Wouldn’t it be nice to know if Doug has any questions about communications leading up to the Portadown parade?
 
• He wants to know more about the stewarding of the funeral.
 
Well, as we’ve seen above, prominent at the Portadown parade was a veritable gallery of very interesting loyalist types with associated regalia. A bit of Dougly curiosity around that observable fact might not go amiss at this stage.
 
• He wants Justice Minister Naomi Long to order a “judge-led inquiry – short and sharp” to get to the bottom of the funeral.
 
Let’s look at some of the similarities between the rally and the funeral that Doug might like to consider in the wake of his demand for an inquiry into the Bobby Storey funeral.

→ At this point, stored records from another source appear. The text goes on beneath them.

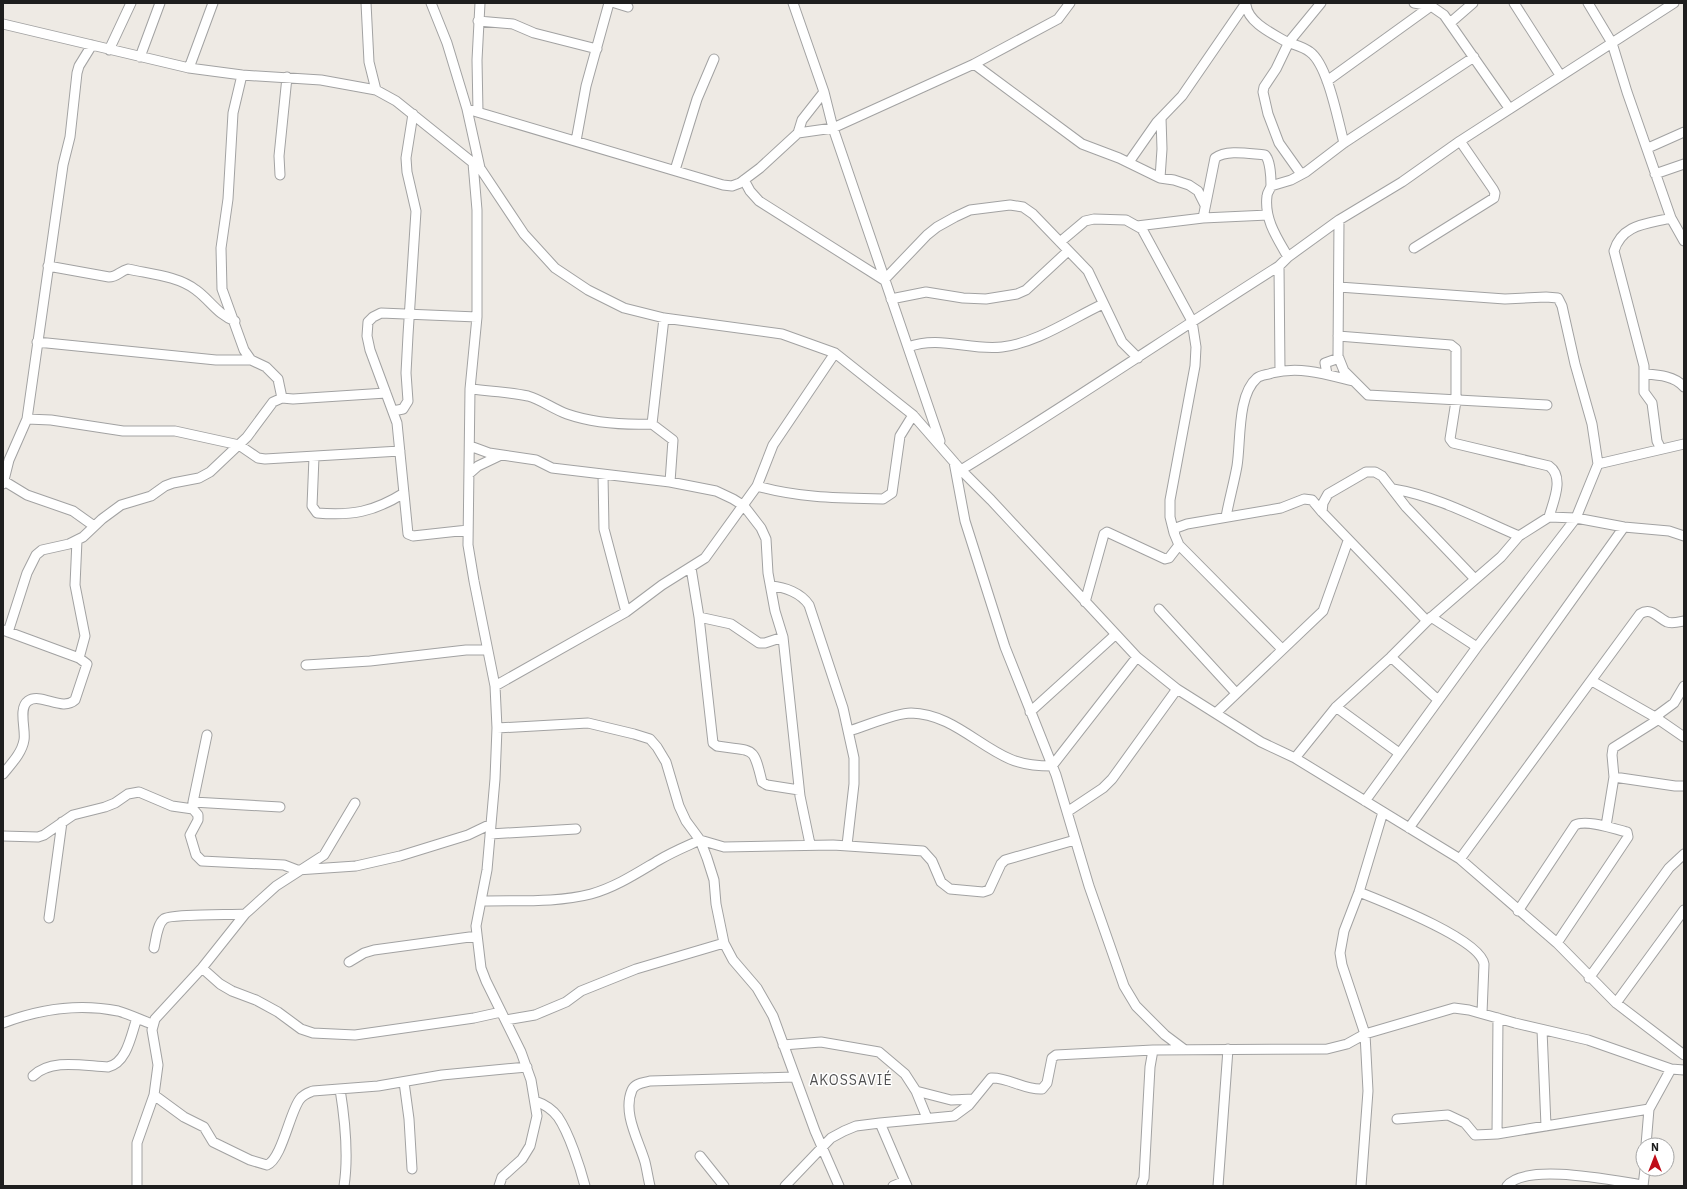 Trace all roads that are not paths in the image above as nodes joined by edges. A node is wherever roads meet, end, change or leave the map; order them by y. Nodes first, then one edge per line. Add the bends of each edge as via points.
1 (131, 3) edge
2 (160, 3) edge
3 (213, 3) edge
4 (366, 3) edge
5 (431, 3) edge
6 (480, 3) edge
7 (609, 3) edge
8 (616, 3) edge
9 (793, 3) edge
10 (1070, 3) edge
11 (1321, 3) edge
12 (1414, 3) edge
13 (1473, 3) edge
14 (1514, 3) edge
15 (1588, 3) edge
16 (1674, 3) edge
17 (1246, 4) edge
18 (628, 6) dead end
19 (1431, 6) junction
20 (478, 21) junction
21 (1450, 23) junction
22 (3, 24) edge
23 (1289, 42) junction
24 (1612, 43) junction
25 (92, 45) junction
26 (597, 49) junction
27 (109, 50) junction
28 (140, 57) junction
29 (1474, 57) junction
30 (714, 59) dead end
31 (974, 64) junction
32 (189, 68) junction
33 (242, 75) junction
34 (1560, 75) junction
35 (287, 77) junction
36 (1327, 81) junction
37 (376, 90) junction
38 (824, 92) junction
39 (1510, 108) junction
40 (467, 109) junction
41 (478, 112) junction
42 (413, 114) junction
43 (1161, 118) junction
44 (833, 128) junction
45 (1684, 132) edge
46 (798, 133) junction
47 (576, 141) junction
48 (1460, 141) junction
49 (1344, 143) junction
50 (1648, 148) junction
51 (1129, 162) junction
52 (1684, 164) edge
53 (476, 165) junction
54 (676, 170) junction
55 (280, 174) dead end
56 (1302, 174) junction
57 (1655, 174) junction
58 (1160, 178) junction
59 (744, 180) junction
60 (1271, 186) junction
61 (1205, 205) junction
62 (1268, 215) junction
63 (1203, 218) junction
64 (1671, 218) junction
65 (1339, 220) junction
66 (1137, 226) junction
67 (1684, 241) edge
68 (1060, 242) junction
69 (1414, 248) dead end
70 (1068, 251) junction
71 (1288, 257) junction
72 (48, 266) junction
73 (1279, 266) junction
74 (884, 280) junction
75 (1339, 287) junction
76 (891, 299) junction
77 (1103, 304) junction
78 (410, 314) junction
79 (477, 317) junction
80 (664, 318) junction
81 (234, 321) junction
82 (1192, 321) junction
83 (1338, 336) junction
84 (37, 342) junction
85 (908, 347) junction
86 (835, 353) junction
87 (1138, 358) junction
88 (1339, 358) junction
89 (251, 360) junction
90 (1280, 371) junction
91 (1327, 374) junction
92 (1645, 374) junction
93 (1353, 381) junction
94 (1684, 388) edge
95 (470, 389) junction
96 (386, 392) junction
97 (282, 398) junction
98 (1456, 401) junction
99 (1547, 405) dead end
100 (393, 411) junction
101 (913, 415) junction
102 (27, 419) junction
103 (652, 424) junction
104 (1684, 444) edge
105 (239, 445) junction
106 (470, 446) junction
107 (942, 446) junction
108 (1661, 449) junction
109 (400, 451) junction
110 (500, 455) junction
111 (314, 457) junction
112 (6, 459) edge
113 (953, 461) junction
114 (1598, 464) junction
115 (961, 470) junction
116 (469, 474) junction
117 (603, 475) junction
118 (4, 482) edge
119 (670, 482) junction
120 (757, 486) junction
121 (1393, 488) junction
122 (404, 493) junction
123 (744, 506) junction
124 (1322, 512) junction
125 (1226, 517) junction
126 (1549, 517) junction
127 (1576, 518) junction
128 (94, 526) junction
129 (1624, 527) junction
130 (468, 530) junction
131 (1174, 533) junction
132 (1520, 536) junction
133 (1684, 536) edge
134 (77, 540) junction
135 (1348, 541) junction
136 (1178, 545) junction
137 (691, 568) junction
138 (1474, 578) junction
139 (771, 586) junction
140 (1086, 602) junction
141 (1159, 609) dead end
142 (626, 612) junction
143 (699, 617) junction
144 (1429, 619) junction
145 (1684, 621) edge
146 (5, 631) edge
147 (1116, 635) junction
148 (783, 636) junction
149 (1476, 647) junction
150 (1282, 649) junction
151 (487, 650) junction
152 (1137, 657) junction
153 (1391, 657) junction
154 (80, 658) junction
155 (306, 665) dead end
156 (1592, 681) junction
157 (496, 686) junction
158 (1684, 686) edge
159 (1177, 689) junction
160 (1236, 693) junction
161 (1438, 700) junction
162 (1336, 707) junction
163 (1030, 712) junction
164 (1217, 712) junction
165 (1657, 718) junction
166 (497, 728) junction
167 (849, 730) junction
168 (207, 735) dead end
169 (1684, 737) edge
170 (1399, 753) junction
171 (1295, 758) junction
172 (1052, 766) junction
173 (3, 774) edge
174 (1614, 777) junction
175 (1684, 786) edge
176 (799, 790) junction
177 (1364, 801) junction
178 (355, 802) dead end
179 (193, 805) junction
180 (280, 806) dead end
181 (1066, 812) junction
182 (1383, 812) junction
183 (62, 822) junction
184 (1606, 826) junction
185 (1409, 828) junction
186 (491, 829) junction
187 (576, 829) dead end
188 (3, 836) edge
189 (700, 840) junction
190 (1075, 840) junction
191 (810, 844) junction
192 (847, 845) junction
193 (1684, 854) edge
194 (1460, 859) junction
195 (297, 870) junction
196 (1359, 892) junction
197 (482, 901) junction
198 (1684, 910) edge
199 (1518, 911) junction
200 (245, 914) junction
201 (48, 918) dead end
202 (477, 936) junction
203 (724, 943) junction
204 (1557, 943) junction
205 (154, 948) dead end
206 (349, 962) dead end
207 (202, 968) junction
208 (1589, 978) junction
209 (1616, 1003) junction
210 (501, 1012) junction
211 (1482, 1013) junction
212 (137, 1018) junction
213 (1498, 1018) junction
214 (506, 1020) junction
215 (3, 1023) edge
216 (152, 1024) junction
217 (1542, 1030) junction
218 (1365, 1034) junction
219 (784, 1045) junction
220 (1228, 1049) junction
221 (1153, 1050) junction
222 (1185, 1050) junction
223 (1684, 1055) edge
224 (527, 1068) junction
225 (1671, 1070) junction
226 (1684, 1070) edge
227 (32, 1076) dead end
228 (794, 1077) junction
229 (404, 1082) junction
230 (340, 1089) junction
231 (916, 1091) junction
232 (154, 1095) junction
233 (974, 1099) junction
234 (535, 1101) junction
235 (1649, 1109) junction
236 (927, 1118) junction
237 (1397, 1119) dead end
238 (880, 1123) junction
239 (1546, 1126) junction
240 (1497, 1134) junction
241 (1647, 1137) edge
242 (822, 1147) junction
243 (700, 1156) dead end
244 (412, 1169) dead end
245 (1606, 1183) edge
246 (906, 1184) edge
247 (1643, 1185) edge
248 (137, 1186) edge
249 (344, 1186) edge
250 (499, 1186) edge
251 (585, 1186) edge
252 (650, 1186) edge
253 (724, 1186) edge
254 (785, 1186) edge
255 (839, 1186) edge
256 (893, 1186) edge
257 (1141, 1186) edge
258 (1218, 1186) edge
259 (1361, 1186) edge
260 (1507, 1186) edge

1 - 27 street
2 - 28 street
3 - 32 street
4 - 37 street via 369,62
5 - 40 street
6 - 20 street
7 - 26 street
8 - 18 street
9 - 38 street
10 - 31 street via 1058,19
11 - 23 street
12 - 19 street
13 - 21 street
14 - 34 street
15 - 24 street
16 - 24 street
17 - 23 street via 1251,18
17 - 43 street via 1182,96
19 - 21 street
19 - 36 street
20 - 26 street via 513,24 534,33
20 - 41 street
21 - 29 street
22 - 25 street
23 - 36 street via 1312,53 1319,61
23 - 56 street via 1263,92 1279,143
24 - 34 street
24 - 50 street
25 - 27 street
25 - 72 street via 77,73 70,137 63,165
26 - 47 street via 586,86
27 - 28 street
28 - 32 street
29 - 39 street
29 - 49 street
30 - 54 street via 697,99
31 - 44 street
31 - 51 street via 1082,144
32 - 33 street
33 - 35 street
33 - 81 street via 233,113 228,199 221,248 222,289
34 - 39 street
35 - 37 street
35 - 55 street
36 - 49 street
37 - 42 street
38 - 44 street
38 - 46 street via 802,120
39 - 48 street
40 - 41 street
40 - 53 street
41 - 47 street
42 - 53 street
42 - 78 street via 406,158 416,211
43 - 51 street
43 - 58 street
44 - 46 street
44 - 74 street
45 - 50 street
46 - 59 street
47 - 54 street
48 - 65 street via 1402,182
48 - 69 street via 1493,189 1494,198
49 - 56 street
50 - 57 street
51 - 58 street
52 - 57 street
53 - 79 street
53 - 80 street via 524,234 555,268 588,290 624,308
54 - 59 street via 723,185 732,186
56 - 60 street
57 - 64 street
58 - 61 street via 1174,180 1194,188
59 - 74 street via 759,201
60 - 61 street via 1265,155 1220,154 1213,163
60 - 62 street via 1266,195
61 - 63 street
62 - 63 street
62 - 71 street via 1272,230
63 - 66 street
64 - 67 street
64 - 92 street via 1632,228 1617,240 1614,251
65 - 71 street
65 - 75 street
66 - 68 street via 1115,218 1094,219 1085,221
66 - 82 street via 1142,229
68 - 70 street
68 - 74 street via 1023,207 1010,205 970,210 937,227
70 - 76 street via 1026,290 1017,294 986,299 926,292
70 - 77 street via 1088,271
71 - 73 street
72 - 81 street via 109,278 128,269 168,278 196,289 220,314
72 - 84 street
73 - 82 street
73 - 90 street
74 - 76 street
75 - 83 street
75 - 114 street via 1505,299 1558,298 1592,424
76 - 85 street
77 - 85 street via 1048,333 1002,347 952,342 916,344
77 - 87 street via 1122,342
78 - 79 street
78 - 96 street via 381,313 368,322 370,350
78 - 100 street via 406,373 408,401 403,409
79 - 95 street
80 - 86 street via 782,334
80 - 103 street
81 - 89 street via 244,350
82 - 87 street
82 - 131 street via 1196,347 1195,366 1170,500 1170,517
83 - 88 street
83 - 98 street via 1450,345 1456,350
84 - 89 street via 216,360
84 - 102 street
85 - 107 street
86 - 101 street
86 - 120 street via 773,445
87 - 115 street
88 - 91 street via 1325,363
88 - 93 street via 1344,371
89 - 97 street via 266,367 278,379
90 - 91 street via 1317,371
90 - 125 street via 1259,377 1250,388 1243,411 1237,466
91 - 93 street
92 - 94 street via 1671,378
92 - 108 street via 1644,392 1652,403 1657,441
93 - 98 street via 1368,395
95 - 103 street via 528,396 566,414 582,418 612,423
95 - 106 street
96 - 97 street
96 - 100 street
97 - 105 street via 273,402
98 - 99 street
98 - 126 street via 1450,439 1452,443 1554,469 1558,481
100 - 109 street
101 - 107 street
101 - 120 street via 900,436 894,483 889,497 883,499 804,496 783,494
102 - 105 street via 51,420 122,431 175,432
102 - 112 street
103 - 119 street via 673,440
104 - 108 street
105 - 111 street via 258,458
105 - 128 street via 199,478 174,482 152,496 120,506
106 - 110 street
106 - 116 street
107 - 113 street
108 - 114 street
109 - 111 street
109 - 122 street
110 - 116 street via 478,466
110 - 117 street via 536,460 552,468
111 - 122 street via 312,506 316,513 368,511
112 - 118 street
113 - 115 street
113 - 163 street via 965,521 1005,647
114 - 127 street
115 - 140 street
116 - 130 street
117 - 119 street
117 - 142 street via 604,529
118 - 128 street via 27,495 73,512
119 - 123 street via 716,491
120 - 123 street
121 - 124 street via 1382,476 1366,472 1328,494
121 - 132 street via 1411,492
121 - 138 street via 1406,507
122 - 130 street via 408,534 413,536
123 - 137 street via 705,558
123 - 139 street via 766,539
124 - 125 street via 1308,499 1281,508
124 - 135 street
125 - 131 street via 1187,524 1176,528
126 - 127 street
126 - 132 street
127 - 129 street
127 - 149 street
128 - 134 street
129 - 133 street via 1669,531
129 - 185 street
130 - 151 street via 474,581
131 - 136 street
132 - 138 street via 1502,556
134 - 146 street via 42,550 36,555
134 - 154 street via 76,585 85,636
135 - 144 street
135 - 150 street via 1323,611
136 - 140 street via 1169,558 1165,559 1108,532 1104,534
136 - 150 street
137 - 142 street via 662,585
137 - 143 street
138 - 144 street
139 - 148 street
139 - 167 street via 791,591 801,596 809,605
140 - 147 street
141 - 160 street
142 - 157 street
143 - 148 street via 731,624 759,643
143 - 176 street via 713,743 717,746 750,751 755,755 762,782 767,785
144 - 149 street
144 - 153 street
145 - 156 street via 1669,622 1653,612 1645,611 1640,614
146 - 154 street
147 - 152 street
147 - 163 street
148 - 176 street
149 - 161 street
150 - 160 street
151 - 155 street
151 - 157 street
152 - 159 street
152 - 172 street
153 - 161 street
153 - 162 street
154 - 173 street via 87,664 76,700 66,704 30,699 26,703 21,749
156 - 165 street
156 - 194 street
157 - 166 street
158 - 165 street via 1681,694
159 - 164 street
159 - 181 street via 1112,779 1103,788
160 - 164 street
161 - 170 street
162 - 170 street
162 - 171 street
163 - 172 street
164 - 171 street via 1261,742
165 - 169 street
165 - 174 street via 1613,748
166 - 186 street via 496,779
166 - 189 street via 588,723 650,739 666,762 679,806
167 - 172 street via 910,713 927,715 945,721 1011,760 1032,766
167 - 192 street via 854,758 854,784
168 - 179 street
170 - 177 street
171 - 177 street
172 - 181 street
174 - 175 street
174 - 184 street
176 - 191 street
177 - 182 street
178 - 195 street via 324,855
179 - 180 street
179 - 183 street via 172,806 139,792 133,792 115,803 74,815
179 - 195 street via 198,820 190,835 196,855 202,861 284,865
181 - 190 street
182 - 185 street
182 - 196 street
183 - 188 street via 38,837
183 - 201 street
184 - 199 street via 1582,823 1575,825
184 - 204 street via 1627,832 1628,837
185 - 194 street
186 - 187 street
186 - 195 street via 380,861
186 - 197 street
189 - 191 street via 724,847
189 - 197 street via 610,888 591,894 555,900
189 - 203 street via 714,880
190 - 192 street via 1005,860 990,890 984,892 950,889 941,882 932,861 923,851
190 - 222 street via 1124,986 1136,1006 1165,1035
191 - 192 street
193 - 208 street via 1669,868
194 - 199 street
195 - 200 street
196 - 211 street via 1451,934 1476,950 1483,957 1484,964
196 - 218 street via 1344,931 1340,953
197 - 202 street via 478,914
198 - 209 street
199 - 204 street
200 - 205 street via 165,918 161,923
200 - 207 street
202 - 206 street via 374,950
202 - 210 street via 484,975
203 - 214 street via 636,970 582,991 566,1002 535,1015
203 - 219 street via 733,960 760,994 773,1016
204 - 208 street
207 - 210 street via 220,984 273,1009 301,1029 313,1033 355,1035
207 - 216 street
208 - 209 street
209 - 223 street
210 - 214 street
211 - 213 street
211 - 218 street via 1454,1008
212 - 215 street via 119,1011 92,1007 60,1008 28,1013
212 - 216 street
212 - 227 street via 126,1050 116,1065 51,1066 40,1069
213 - 217 street
213 - 240 street
214 - 224 street
216 - 232 street via 158,1065
217 - 225 street via 1588,1040
217 - 239 street
218 - 220 street via 1347,1044 1327,1049
218 - 259 street via 1368,1091
219 - 228 street
219 - 231 street via 821,1042 876,1051 905,1074
220 - 222 street
220 - 258 street
221 - 222 street
221 - 233 street via 1056,1055 1052,1058 1047,1083 1042,1089 991,1078
221 - 257 street via 1144,1178
224 - 229 street via 442,1075
224 - 234 street
225 - 226 street
225 - 235 street
228 - 242 street
228 - 252 street via 650,1081 637,1084 632,1090 630,1122 645,1161
229 - 230 street
229 - 244 street
230 - 232 street via 313,1091 299,1100 272,1161 264,1165 213,1142 204,1128
230 - 249 street via 345,1130
231 - 233 street via 951,1100
231 - 236 street
232 - 248 street via 137,1144
233 - 236 street via 954,1116
234 - 250 street via 537,1116 530,1146 522,1159 502,1177
234 - 251 street via 549,1108 558,1117
235 - 239 street
235 - 241 street
236 - 238 street
237 - 240 street via 1448,1115 1465,1123 1475,1136
238 - 242 street via 856,1126 831,1138
238 - 246 street
239 - 240 street
242 - 254 street
242 - 255 street
243 - 253 street
245 - 247 street
245 - 260 street via 1572,1175 1535,1174 1516,1179
246 - 256 street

Presence of senior politicians? Yes.
 
Alleged breaches of regulations? Yes.
 
Separation of cortege/parade from mourners/crowd? Yes (Belfast), No (Portadown).
Cleared to go ahead by police? Yes (Belfast), No (Portadown).
 
Face coverings? Yes.
 
Balaclavas: No (Belfast), Yes (Portadown).
 
Maybe Doug can take advantage of the next session of the Stormont Justice Committee, on which he sits, to answer some of Cllr Tennyson’s questions about Saturday’s event and why the organisers didn’t bother asking for permission to hold it from the Parades Commission. Or maybe he can have a word in the ear of his UUP colleague, Robin Swann, about what he thought about the numbers attending the Portadown protest.
 
As for the question, did the BBC cover the attendance of the UUP leader (and Upper Bann DUP MP Carla Lockhart) at the illegal, Covid regulations-busting Portadown protest? The answer is... The Biggest No in the Country.